Batavia has just been rattled by a mysterious murder case: a very wealthy local businessman was found in his bedroom, fatally shot in the chest. Since he was a prominent and well-connected man, the police is under pressure to solve the matter quickly – a growing list of suspects only adds to the mystery.
This is the premise for one of the game rooms at the Escape Hunt Experience Jakarta in Kemang, an indoor detective game that has been attracting numerous visitors channeling their inner Sherlock Holmes since it opened in May 2014.
It is the brainchild of Wito Krisnahadi who first played a similar game in Bangkok and then decided to open his own branch in Indonesia.
A fun activity for families and groups of friends of at least two players, the Escape Hunt Experience offers several game rooms with different cases to be solved – Murder in the Bedroom, Kidnapping in the Study, Explosion in the Kitchen, The Laboratory and Ransom at Borobudur.
Players become detectives, searching the rooms meticulously for clues within a time frame of 60 minutes. Solving the crime is not a simple task and requires logic, wit and out-of-the-box thinking. If the puzzles are too hard, a game master is only one button-click away to help out – but the team will lose one minute of time each time the game master gets involved.
“Ransom at Borobudur is the latest addition to our game library,” Wito says. “The storyline involves the kidnapping of a little girl at her father’s office in Central Java, near the historical Borobudur temple. A ransom has been asked to be placed at a specific area of the temple. The task for the group of detectives is to find out who the kidnapper was within 60 minutes.”
This new storyline, he adds, takes the escape game to the next level as it introduces new features, such as deductions and sensory puzzles.

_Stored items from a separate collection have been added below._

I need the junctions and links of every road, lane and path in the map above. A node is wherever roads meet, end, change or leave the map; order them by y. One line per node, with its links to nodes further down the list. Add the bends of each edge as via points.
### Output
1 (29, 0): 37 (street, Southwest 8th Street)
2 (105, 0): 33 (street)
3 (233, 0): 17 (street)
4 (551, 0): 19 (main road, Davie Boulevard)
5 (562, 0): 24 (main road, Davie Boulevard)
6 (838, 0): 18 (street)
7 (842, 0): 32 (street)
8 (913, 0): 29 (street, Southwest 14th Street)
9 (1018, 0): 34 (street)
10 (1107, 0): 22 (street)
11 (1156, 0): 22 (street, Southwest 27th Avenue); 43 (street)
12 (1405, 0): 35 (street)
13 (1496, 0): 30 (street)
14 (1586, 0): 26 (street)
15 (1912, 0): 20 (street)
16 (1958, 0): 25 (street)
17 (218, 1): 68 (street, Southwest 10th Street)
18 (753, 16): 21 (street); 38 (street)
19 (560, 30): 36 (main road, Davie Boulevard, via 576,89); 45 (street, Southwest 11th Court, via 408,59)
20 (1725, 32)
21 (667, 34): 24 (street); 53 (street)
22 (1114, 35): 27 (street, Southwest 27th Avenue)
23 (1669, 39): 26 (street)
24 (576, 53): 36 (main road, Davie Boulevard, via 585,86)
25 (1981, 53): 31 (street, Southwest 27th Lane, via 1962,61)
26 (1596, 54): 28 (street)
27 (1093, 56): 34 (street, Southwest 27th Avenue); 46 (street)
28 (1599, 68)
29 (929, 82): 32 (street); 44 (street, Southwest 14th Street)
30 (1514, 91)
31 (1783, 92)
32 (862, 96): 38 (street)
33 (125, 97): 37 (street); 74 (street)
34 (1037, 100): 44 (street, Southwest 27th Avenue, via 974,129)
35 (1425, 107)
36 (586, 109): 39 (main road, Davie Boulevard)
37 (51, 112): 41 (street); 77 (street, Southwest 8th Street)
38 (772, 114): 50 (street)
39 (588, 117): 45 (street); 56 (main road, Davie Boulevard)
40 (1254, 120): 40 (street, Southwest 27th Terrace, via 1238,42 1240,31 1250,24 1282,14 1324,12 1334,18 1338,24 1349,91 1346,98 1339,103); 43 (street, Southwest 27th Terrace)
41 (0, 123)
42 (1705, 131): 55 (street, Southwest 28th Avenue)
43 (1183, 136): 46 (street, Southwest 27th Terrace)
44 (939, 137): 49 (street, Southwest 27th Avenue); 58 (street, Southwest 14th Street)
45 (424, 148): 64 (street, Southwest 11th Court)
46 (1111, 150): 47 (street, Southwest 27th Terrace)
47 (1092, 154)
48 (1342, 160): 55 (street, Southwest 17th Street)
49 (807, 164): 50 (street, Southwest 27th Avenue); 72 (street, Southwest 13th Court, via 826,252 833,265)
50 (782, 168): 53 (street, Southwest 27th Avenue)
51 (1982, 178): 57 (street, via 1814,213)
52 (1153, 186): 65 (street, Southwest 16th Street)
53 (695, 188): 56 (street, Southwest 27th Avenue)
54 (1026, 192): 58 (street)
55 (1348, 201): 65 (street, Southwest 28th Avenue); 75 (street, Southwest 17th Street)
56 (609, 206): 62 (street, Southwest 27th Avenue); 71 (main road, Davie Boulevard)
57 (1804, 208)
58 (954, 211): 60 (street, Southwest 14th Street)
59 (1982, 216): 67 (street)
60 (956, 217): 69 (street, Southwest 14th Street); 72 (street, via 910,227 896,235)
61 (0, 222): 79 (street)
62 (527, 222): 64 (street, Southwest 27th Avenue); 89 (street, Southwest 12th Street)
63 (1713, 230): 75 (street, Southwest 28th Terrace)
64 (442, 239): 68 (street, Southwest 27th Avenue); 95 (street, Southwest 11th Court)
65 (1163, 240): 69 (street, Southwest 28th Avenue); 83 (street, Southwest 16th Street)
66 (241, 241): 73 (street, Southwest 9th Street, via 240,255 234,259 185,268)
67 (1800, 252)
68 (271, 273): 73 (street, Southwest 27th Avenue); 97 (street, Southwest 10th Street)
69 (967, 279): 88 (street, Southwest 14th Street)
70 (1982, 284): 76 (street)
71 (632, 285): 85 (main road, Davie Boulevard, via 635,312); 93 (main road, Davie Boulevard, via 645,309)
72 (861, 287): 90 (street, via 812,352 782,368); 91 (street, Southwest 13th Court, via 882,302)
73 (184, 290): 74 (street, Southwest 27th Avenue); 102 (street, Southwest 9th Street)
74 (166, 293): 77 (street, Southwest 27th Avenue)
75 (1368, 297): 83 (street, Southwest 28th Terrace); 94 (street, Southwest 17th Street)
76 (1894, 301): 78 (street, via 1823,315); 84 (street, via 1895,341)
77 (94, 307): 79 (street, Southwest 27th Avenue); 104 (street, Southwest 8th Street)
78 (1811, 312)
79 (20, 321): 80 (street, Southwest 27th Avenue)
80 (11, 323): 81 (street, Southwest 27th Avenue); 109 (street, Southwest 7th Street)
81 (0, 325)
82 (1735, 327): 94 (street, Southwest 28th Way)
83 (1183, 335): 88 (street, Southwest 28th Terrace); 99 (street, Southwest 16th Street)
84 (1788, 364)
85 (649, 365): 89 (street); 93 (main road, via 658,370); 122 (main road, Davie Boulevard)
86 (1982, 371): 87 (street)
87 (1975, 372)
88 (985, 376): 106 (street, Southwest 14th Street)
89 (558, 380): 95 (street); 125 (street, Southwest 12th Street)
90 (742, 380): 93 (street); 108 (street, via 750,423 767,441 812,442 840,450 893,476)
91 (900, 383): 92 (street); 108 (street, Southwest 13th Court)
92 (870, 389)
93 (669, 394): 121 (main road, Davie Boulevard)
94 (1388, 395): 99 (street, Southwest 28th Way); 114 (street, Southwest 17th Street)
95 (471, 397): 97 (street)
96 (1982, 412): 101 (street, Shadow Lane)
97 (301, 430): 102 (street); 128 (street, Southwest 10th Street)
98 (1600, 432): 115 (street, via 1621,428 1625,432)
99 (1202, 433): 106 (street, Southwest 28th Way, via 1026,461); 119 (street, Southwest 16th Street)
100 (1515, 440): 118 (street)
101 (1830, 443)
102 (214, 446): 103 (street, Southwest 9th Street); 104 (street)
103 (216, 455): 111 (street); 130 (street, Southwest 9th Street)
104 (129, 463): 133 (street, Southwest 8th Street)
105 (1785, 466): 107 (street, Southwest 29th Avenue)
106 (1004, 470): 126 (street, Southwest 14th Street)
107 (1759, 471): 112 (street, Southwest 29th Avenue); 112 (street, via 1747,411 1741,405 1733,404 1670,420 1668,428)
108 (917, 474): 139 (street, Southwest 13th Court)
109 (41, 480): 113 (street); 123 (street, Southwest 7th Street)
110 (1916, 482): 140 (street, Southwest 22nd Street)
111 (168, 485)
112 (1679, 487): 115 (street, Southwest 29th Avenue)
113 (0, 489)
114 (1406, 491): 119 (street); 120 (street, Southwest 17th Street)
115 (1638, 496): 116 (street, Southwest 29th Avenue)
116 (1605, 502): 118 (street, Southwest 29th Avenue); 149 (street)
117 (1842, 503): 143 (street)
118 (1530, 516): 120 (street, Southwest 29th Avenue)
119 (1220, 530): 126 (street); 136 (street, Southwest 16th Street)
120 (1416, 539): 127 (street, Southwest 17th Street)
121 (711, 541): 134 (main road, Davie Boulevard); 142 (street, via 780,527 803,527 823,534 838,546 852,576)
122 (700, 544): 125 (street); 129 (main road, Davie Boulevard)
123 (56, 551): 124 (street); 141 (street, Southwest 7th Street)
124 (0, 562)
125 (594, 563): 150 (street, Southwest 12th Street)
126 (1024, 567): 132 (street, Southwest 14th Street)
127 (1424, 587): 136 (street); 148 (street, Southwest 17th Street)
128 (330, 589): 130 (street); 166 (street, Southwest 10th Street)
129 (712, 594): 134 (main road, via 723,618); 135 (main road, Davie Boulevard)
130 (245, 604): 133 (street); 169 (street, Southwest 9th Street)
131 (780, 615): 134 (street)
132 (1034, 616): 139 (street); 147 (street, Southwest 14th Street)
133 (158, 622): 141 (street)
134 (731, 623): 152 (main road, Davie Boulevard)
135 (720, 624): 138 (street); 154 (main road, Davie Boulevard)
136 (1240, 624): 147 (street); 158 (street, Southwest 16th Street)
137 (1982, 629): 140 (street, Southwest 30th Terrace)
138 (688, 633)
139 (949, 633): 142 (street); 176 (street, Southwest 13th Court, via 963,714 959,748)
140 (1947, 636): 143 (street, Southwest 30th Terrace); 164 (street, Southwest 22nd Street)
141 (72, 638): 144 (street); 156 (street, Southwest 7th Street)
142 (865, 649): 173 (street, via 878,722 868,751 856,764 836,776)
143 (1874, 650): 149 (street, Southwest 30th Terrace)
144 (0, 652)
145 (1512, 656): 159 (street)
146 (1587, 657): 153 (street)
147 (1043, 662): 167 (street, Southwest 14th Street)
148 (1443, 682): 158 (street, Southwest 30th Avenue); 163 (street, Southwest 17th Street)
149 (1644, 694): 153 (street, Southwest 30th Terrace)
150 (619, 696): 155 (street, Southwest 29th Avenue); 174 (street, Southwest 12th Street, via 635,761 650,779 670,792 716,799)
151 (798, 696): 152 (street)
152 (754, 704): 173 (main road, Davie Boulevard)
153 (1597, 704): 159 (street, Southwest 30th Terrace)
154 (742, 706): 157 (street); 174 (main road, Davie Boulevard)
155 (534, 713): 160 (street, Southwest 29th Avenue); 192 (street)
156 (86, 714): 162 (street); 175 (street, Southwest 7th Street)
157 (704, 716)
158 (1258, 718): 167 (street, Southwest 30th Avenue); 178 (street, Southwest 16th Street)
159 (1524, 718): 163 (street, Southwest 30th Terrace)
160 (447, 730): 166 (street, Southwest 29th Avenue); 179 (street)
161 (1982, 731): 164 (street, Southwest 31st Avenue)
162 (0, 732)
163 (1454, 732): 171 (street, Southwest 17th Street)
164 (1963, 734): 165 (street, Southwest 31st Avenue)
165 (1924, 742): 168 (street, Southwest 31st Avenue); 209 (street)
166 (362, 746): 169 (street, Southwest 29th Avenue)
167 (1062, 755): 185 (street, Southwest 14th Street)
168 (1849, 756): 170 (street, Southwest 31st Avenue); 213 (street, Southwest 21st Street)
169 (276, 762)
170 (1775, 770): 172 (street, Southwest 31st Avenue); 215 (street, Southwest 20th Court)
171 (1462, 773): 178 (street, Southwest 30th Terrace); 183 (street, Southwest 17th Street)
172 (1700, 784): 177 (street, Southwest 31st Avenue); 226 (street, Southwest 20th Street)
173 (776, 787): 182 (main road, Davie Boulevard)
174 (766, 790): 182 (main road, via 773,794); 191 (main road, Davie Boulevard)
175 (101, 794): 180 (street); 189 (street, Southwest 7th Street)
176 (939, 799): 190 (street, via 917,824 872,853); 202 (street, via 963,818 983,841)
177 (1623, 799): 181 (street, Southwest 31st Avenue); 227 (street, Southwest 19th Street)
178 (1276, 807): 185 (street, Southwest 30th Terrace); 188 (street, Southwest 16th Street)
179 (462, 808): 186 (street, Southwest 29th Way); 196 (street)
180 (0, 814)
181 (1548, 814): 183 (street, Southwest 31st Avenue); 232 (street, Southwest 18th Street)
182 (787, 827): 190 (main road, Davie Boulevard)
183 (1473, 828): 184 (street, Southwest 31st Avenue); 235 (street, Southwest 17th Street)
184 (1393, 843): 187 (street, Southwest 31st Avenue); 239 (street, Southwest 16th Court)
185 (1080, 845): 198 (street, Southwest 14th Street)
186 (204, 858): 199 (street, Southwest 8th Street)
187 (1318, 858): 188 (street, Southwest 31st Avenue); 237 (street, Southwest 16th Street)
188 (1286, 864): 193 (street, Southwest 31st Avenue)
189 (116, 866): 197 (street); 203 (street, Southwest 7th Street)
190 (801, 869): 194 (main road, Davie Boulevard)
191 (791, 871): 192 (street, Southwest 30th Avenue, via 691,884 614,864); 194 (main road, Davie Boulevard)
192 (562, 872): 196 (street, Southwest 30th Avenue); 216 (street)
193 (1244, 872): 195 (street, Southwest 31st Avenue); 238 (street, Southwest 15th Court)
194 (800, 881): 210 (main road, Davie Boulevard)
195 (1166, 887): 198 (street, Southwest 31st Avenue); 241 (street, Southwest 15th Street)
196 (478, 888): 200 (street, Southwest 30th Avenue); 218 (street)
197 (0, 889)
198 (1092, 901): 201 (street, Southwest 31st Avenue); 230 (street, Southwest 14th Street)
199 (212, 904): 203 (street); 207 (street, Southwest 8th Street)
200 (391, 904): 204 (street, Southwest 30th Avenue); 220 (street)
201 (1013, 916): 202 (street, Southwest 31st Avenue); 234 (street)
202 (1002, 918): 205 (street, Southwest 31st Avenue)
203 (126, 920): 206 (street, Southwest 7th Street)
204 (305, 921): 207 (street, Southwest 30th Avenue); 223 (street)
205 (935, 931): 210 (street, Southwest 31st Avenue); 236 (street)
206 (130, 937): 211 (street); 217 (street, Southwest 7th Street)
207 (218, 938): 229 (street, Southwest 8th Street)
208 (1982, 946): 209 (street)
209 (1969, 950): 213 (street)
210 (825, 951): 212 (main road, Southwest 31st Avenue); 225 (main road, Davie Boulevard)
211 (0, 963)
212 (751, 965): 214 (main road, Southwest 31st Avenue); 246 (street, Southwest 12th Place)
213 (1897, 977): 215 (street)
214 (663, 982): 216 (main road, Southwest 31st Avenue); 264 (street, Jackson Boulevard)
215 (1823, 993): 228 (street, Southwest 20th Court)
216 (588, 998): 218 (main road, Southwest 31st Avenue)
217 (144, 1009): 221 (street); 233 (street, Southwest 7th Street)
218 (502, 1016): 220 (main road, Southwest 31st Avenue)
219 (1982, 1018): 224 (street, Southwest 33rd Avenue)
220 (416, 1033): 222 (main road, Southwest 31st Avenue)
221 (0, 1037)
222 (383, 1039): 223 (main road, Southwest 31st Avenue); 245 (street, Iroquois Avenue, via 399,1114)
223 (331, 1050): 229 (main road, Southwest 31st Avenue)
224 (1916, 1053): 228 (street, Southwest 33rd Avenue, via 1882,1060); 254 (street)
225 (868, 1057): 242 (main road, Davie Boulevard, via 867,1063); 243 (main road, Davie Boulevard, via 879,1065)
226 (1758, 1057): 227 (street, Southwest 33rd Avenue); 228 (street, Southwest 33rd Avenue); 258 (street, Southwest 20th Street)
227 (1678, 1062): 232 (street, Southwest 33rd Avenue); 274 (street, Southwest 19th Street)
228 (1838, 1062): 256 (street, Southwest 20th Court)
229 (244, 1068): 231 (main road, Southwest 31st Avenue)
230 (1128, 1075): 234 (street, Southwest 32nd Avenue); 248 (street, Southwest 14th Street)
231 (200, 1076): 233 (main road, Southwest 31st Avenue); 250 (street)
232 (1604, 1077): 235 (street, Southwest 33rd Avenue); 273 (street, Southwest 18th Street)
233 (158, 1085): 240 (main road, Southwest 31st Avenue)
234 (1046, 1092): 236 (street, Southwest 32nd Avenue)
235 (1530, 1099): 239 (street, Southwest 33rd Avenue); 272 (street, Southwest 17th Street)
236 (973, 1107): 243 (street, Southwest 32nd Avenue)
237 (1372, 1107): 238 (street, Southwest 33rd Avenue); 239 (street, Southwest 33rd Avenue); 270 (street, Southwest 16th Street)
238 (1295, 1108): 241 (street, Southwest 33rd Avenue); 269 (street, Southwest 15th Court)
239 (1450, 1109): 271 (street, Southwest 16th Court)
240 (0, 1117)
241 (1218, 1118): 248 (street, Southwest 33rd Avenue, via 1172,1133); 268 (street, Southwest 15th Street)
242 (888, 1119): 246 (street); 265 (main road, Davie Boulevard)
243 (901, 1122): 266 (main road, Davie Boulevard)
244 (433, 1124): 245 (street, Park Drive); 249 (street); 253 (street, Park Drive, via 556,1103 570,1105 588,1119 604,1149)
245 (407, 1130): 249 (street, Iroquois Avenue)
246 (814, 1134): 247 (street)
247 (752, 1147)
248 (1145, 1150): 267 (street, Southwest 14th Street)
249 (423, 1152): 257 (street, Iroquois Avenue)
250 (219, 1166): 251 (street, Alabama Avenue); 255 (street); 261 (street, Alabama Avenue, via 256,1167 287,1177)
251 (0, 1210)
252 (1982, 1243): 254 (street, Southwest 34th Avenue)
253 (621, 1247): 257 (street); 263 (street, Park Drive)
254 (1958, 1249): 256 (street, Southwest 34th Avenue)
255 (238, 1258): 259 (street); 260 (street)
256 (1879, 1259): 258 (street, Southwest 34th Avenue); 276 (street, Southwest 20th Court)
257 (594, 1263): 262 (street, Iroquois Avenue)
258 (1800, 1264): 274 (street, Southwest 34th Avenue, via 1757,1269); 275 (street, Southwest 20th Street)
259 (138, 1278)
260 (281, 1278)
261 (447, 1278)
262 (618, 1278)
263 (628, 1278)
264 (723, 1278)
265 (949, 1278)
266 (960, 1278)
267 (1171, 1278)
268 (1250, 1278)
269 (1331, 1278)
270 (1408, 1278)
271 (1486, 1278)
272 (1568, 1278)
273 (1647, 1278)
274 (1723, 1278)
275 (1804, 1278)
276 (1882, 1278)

“The reactions from our clients about the new game room have been great, but the game is not really aimed at first-timers as the puzzles are a little bit more complex than our other game rooms,” Wito explains, adding that Ransom at Borobudur aims to blend culture and a historical monument with the concept of the escape-the-room game.
“We hope that clients will be able to enjoy and relate to this [case], and it clearly sets us apart from our competitors as it provides a unique difference by adapting to the local culture,” Wito says.
After escaping from the room, players can relax in the lounge over a cup of tea and have some photo sessions, dressed up as detectives with fun props like pipes and magnifying glasses.
Playing detective can be nerve-wrecking – especially when one is stuck and the clock is mercilessly ticking down – but one thing is for sure: it will unleash your sense of adventure and urge to fight crime.